▶ TASK OBJECTIVE:
Wherever the word "Give" appears in a line of the records, copy that line.

━━━━━━━━━━

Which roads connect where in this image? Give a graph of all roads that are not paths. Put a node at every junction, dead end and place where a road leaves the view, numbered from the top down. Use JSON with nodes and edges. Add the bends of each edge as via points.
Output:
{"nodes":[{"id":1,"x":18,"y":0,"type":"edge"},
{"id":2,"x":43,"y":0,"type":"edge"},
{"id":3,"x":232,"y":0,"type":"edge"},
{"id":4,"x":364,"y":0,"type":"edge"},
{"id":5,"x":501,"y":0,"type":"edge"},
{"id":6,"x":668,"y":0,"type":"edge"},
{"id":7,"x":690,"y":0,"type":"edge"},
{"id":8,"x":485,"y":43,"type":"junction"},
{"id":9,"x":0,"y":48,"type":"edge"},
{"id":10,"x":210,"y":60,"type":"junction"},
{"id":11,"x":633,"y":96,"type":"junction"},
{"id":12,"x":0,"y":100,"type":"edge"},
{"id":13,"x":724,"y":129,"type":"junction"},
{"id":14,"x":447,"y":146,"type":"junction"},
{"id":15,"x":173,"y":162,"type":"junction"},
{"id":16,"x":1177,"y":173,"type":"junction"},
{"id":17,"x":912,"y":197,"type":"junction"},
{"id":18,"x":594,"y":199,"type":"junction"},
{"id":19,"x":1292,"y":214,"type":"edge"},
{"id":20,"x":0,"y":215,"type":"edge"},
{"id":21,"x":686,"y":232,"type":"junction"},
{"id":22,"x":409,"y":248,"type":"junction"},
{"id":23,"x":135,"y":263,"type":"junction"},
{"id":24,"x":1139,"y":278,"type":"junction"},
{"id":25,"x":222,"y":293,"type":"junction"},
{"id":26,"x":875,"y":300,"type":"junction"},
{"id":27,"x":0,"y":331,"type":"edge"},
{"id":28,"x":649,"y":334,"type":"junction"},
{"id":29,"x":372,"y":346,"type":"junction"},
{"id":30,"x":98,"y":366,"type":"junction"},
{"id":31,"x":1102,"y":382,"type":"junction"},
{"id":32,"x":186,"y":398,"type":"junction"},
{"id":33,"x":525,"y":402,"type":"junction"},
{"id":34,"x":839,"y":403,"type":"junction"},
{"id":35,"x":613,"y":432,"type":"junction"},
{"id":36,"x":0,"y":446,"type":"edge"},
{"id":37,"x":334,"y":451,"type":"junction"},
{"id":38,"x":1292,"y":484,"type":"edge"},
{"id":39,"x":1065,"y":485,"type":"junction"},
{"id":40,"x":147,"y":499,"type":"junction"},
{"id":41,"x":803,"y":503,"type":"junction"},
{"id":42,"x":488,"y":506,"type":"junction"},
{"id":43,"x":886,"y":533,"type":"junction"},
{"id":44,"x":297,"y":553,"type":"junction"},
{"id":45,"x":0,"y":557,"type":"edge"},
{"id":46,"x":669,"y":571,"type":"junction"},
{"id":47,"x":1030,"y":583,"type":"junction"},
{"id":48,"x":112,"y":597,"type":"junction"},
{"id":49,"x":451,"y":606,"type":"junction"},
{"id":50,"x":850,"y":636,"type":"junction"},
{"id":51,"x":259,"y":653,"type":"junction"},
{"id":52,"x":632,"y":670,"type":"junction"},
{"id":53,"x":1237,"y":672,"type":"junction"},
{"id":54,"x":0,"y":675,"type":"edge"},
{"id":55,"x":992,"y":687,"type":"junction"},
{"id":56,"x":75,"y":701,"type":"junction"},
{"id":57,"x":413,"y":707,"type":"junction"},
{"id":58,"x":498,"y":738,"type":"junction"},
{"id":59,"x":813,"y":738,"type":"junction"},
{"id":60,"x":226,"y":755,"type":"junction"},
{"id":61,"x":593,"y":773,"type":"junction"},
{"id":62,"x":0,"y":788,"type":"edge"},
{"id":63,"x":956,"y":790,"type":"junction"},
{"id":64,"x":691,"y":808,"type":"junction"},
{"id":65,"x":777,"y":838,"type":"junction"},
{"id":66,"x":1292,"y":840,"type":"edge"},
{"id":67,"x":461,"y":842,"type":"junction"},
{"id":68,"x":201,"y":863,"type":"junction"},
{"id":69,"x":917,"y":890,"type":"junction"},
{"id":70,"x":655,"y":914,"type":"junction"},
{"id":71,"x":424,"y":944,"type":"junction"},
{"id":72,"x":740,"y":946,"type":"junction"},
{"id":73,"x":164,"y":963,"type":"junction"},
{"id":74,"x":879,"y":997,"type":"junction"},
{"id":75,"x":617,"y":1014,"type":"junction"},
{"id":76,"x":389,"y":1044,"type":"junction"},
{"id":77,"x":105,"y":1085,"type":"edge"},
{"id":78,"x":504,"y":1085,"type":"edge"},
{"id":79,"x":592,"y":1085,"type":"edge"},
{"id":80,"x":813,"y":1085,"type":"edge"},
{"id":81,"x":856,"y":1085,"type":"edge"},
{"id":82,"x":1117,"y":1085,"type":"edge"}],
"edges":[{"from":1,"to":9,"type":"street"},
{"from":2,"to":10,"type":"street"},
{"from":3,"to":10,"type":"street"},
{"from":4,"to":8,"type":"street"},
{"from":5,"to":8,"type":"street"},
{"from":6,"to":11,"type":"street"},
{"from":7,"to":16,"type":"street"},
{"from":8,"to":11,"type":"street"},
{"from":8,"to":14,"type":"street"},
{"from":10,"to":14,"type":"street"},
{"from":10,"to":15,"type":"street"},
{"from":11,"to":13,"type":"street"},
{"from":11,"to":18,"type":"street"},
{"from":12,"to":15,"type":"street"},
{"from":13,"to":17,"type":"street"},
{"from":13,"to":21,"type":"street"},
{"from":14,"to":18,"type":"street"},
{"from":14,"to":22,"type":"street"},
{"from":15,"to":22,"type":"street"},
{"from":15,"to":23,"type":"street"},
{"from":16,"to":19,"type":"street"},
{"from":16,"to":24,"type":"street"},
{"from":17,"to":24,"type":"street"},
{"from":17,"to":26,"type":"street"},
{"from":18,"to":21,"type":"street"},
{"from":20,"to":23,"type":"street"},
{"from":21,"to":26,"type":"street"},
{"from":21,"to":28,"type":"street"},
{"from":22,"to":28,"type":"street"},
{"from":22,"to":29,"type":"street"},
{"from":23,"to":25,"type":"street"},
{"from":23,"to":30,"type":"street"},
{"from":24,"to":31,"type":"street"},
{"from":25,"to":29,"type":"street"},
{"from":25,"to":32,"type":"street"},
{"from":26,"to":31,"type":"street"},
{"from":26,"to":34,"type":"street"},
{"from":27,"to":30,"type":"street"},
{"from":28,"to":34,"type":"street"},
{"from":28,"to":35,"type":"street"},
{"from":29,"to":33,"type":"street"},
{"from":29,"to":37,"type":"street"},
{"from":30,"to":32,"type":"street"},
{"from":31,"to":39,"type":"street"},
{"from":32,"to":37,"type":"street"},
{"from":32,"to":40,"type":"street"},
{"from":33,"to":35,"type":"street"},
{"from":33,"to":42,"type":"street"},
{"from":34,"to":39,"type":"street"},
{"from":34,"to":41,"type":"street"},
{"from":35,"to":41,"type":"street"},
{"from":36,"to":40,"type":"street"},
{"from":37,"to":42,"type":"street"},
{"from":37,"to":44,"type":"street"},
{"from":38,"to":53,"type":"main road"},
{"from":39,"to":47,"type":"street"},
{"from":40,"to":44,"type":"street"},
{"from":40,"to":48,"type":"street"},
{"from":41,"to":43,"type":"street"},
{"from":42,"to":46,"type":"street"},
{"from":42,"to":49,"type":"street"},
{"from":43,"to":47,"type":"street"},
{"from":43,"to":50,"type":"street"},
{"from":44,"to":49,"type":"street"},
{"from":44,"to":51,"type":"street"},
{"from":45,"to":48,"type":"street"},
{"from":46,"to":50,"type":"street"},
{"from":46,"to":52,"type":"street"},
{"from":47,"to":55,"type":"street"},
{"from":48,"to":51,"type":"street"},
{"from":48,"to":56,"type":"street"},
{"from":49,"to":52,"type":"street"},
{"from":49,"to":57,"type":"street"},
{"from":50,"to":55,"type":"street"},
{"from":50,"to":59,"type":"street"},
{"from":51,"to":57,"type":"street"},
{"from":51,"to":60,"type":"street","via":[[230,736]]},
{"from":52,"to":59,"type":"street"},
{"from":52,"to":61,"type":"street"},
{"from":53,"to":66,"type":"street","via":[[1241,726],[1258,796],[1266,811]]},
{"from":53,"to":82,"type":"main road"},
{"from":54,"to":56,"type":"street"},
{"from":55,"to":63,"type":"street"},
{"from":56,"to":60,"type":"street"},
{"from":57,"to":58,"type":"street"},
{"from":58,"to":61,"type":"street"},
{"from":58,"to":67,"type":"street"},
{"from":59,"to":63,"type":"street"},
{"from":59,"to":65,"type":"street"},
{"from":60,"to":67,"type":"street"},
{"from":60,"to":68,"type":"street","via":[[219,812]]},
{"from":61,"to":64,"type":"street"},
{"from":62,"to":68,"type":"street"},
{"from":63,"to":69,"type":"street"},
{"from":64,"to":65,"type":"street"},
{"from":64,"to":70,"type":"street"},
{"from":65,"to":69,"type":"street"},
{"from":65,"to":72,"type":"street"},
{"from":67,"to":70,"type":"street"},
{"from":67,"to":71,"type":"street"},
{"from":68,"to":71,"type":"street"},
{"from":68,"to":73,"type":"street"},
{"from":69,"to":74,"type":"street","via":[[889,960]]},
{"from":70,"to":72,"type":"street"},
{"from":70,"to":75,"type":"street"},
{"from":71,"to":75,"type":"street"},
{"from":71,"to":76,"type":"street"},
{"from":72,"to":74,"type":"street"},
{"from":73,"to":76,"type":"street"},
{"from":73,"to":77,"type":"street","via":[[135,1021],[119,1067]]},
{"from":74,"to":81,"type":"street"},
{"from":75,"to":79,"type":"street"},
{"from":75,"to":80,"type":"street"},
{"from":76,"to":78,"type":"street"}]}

━━━━━━━━━━

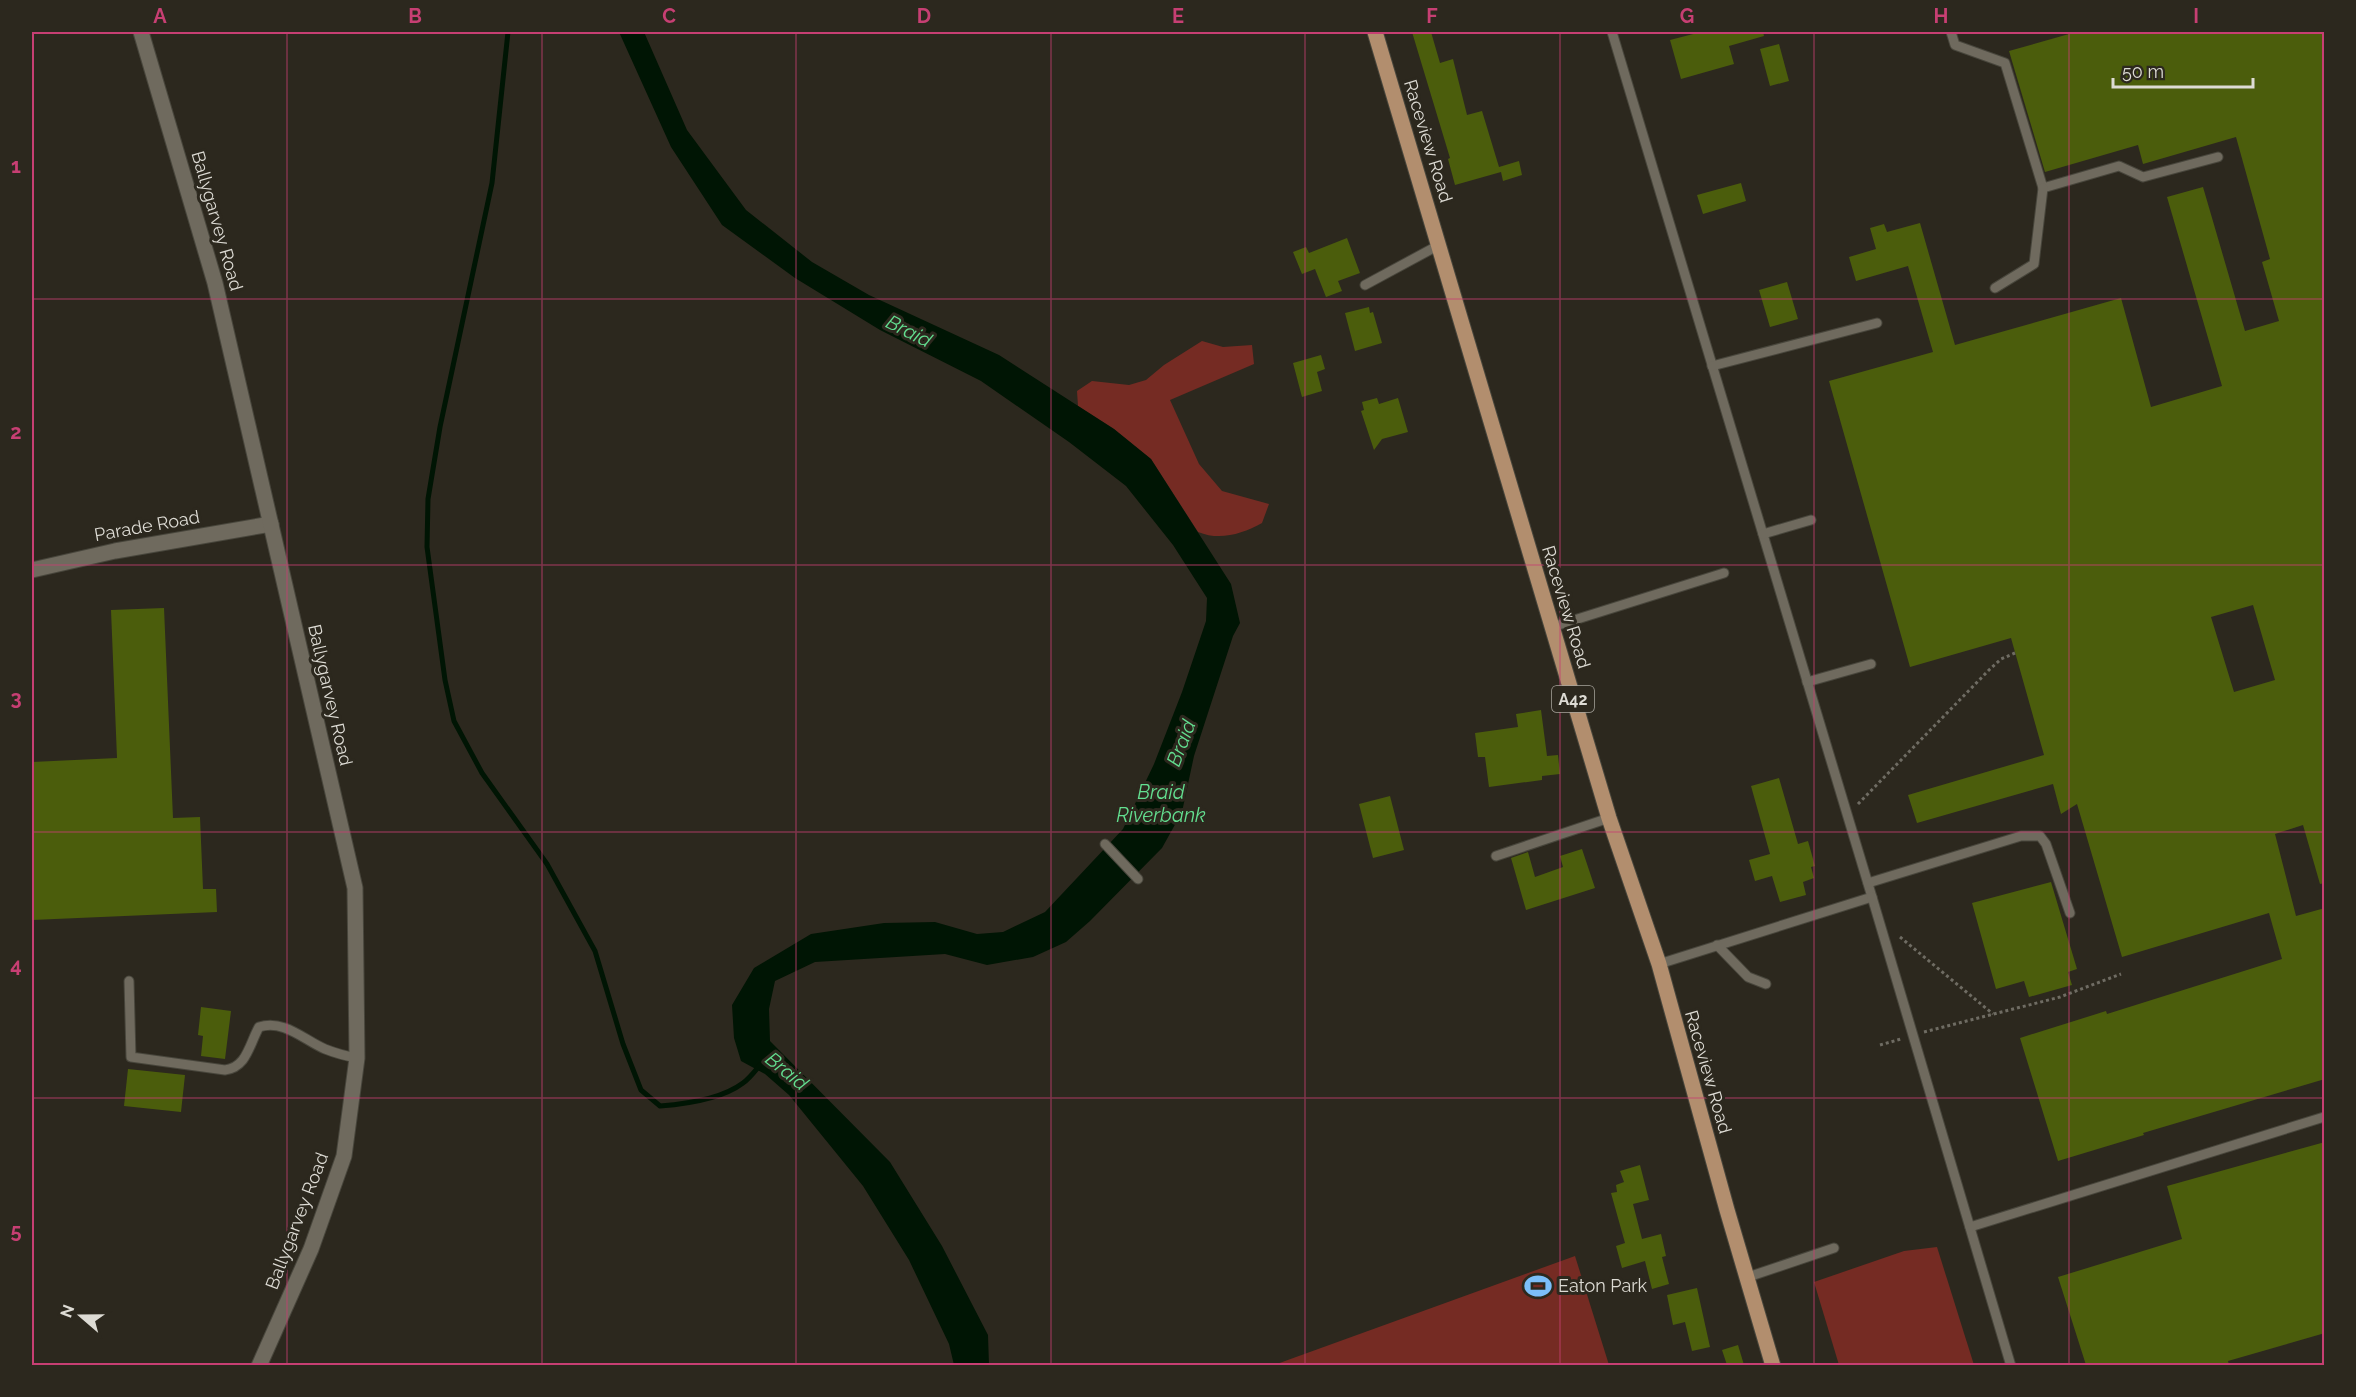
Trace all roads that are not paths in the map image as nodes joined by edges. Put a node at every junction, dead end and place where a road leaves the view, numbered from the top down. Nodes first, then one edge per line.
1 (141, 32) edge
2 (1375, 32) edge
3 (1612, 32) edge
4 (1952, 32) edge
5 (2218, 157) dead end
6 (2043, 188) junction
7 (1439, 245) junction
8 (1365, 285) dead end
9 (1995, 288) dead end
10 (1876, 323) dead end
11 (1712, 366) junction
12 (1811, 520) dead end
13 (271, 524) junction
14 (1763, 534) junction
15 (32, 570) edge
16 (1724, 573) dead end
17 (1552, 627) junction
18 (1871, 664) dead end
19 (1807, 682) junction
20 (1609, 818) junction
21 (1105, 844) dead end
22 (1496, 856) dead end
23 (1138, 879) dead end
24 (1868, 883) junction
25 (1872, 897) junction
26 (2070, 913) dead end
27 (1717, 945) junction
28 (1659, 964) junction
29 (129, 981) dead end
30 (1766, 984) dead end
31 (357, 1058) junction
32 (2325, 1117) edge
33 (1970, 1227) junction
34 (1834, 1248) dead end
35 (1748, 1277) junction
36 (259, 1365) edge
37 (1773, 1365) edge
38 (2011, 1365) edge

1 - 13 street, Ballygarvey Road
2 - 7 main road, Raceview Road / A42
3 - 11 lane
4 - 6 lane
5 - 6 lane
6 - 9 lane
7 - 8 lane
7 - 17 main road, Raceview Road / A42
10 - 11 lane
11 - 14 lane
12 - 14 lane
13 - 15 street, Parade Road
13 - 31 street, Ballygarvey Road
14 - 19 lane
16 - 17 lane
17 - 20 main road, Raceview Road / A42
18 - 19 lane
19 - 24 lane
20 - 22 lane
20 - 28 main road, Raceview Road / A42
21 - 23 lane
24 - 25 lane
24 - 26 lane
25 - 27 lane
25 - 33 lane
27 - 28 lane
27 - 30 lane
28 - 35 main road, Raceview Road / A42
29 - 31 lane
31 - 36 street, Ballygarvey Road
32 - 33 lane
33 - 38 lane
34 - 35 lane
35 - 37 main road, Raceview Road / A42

━━━━━━━━━━

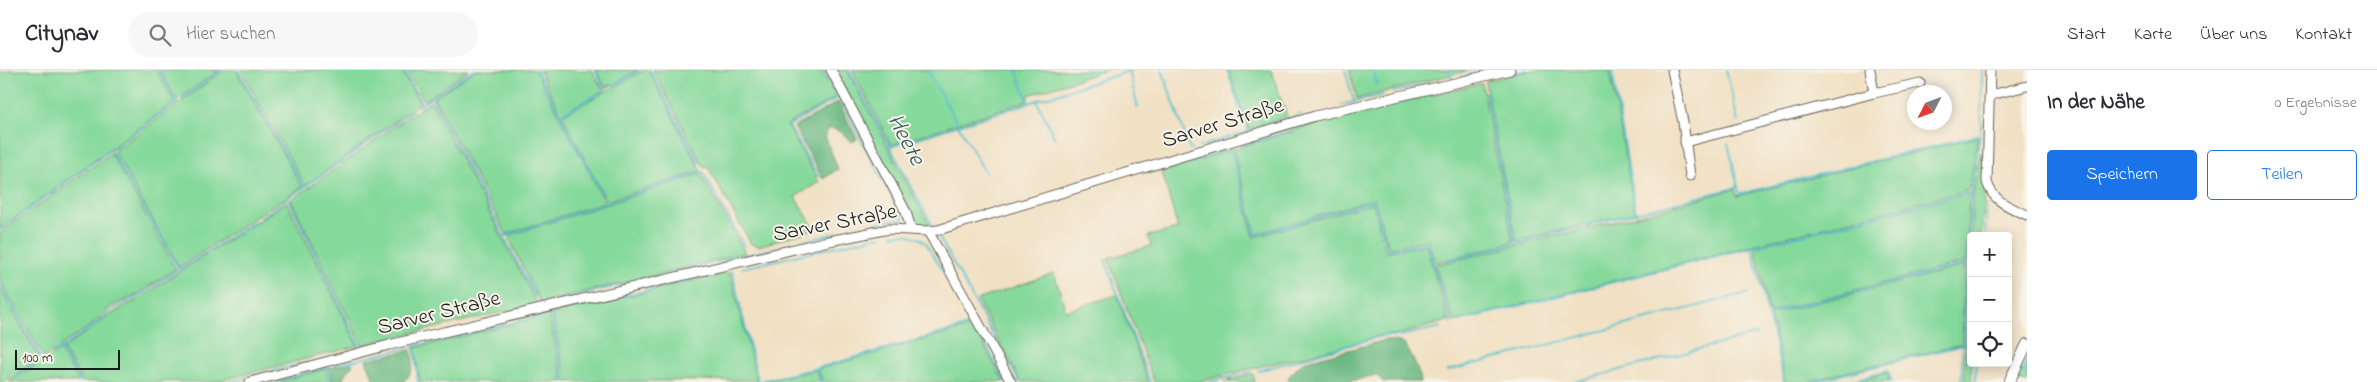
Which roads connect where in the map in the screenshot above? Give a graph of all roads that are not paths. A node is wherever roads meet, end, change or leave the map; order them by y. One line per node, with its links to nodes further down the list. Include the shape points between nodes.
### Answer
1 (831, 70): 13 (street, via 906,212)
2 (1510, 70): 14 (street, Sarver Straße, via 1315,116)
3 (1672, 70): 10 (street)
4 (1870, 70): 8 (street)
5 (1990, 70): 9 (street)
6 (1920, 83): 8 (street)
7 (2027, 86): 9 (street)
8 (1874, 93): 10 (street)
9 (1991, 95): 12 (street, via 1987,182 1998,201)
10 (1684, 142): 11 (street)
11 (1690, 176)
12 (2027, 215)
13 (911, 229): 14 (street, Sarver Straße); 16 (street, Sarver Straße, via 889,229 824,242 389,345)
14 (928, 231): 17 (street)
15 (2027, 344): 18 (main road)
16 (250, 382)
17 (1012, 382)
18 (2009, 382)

━━━━━━━━━━

▶ WRITTEN ANSWER:
Which roads connect where in this image? Give a graph of all roads that are not paths. Put a node at every junction, dead end and place where a road leaves the view, numbered from the top down. Use JSON with nodes and edges. Add the bends of each edge as via points.
Which roads connect where in the map in the screenshot above? Give a graph of all roads that are not paths. A node is wherever roads meet, end, change or leave the map; order them by y. One line per node, with its links to nodes further down the list. Include the shape points between nodes.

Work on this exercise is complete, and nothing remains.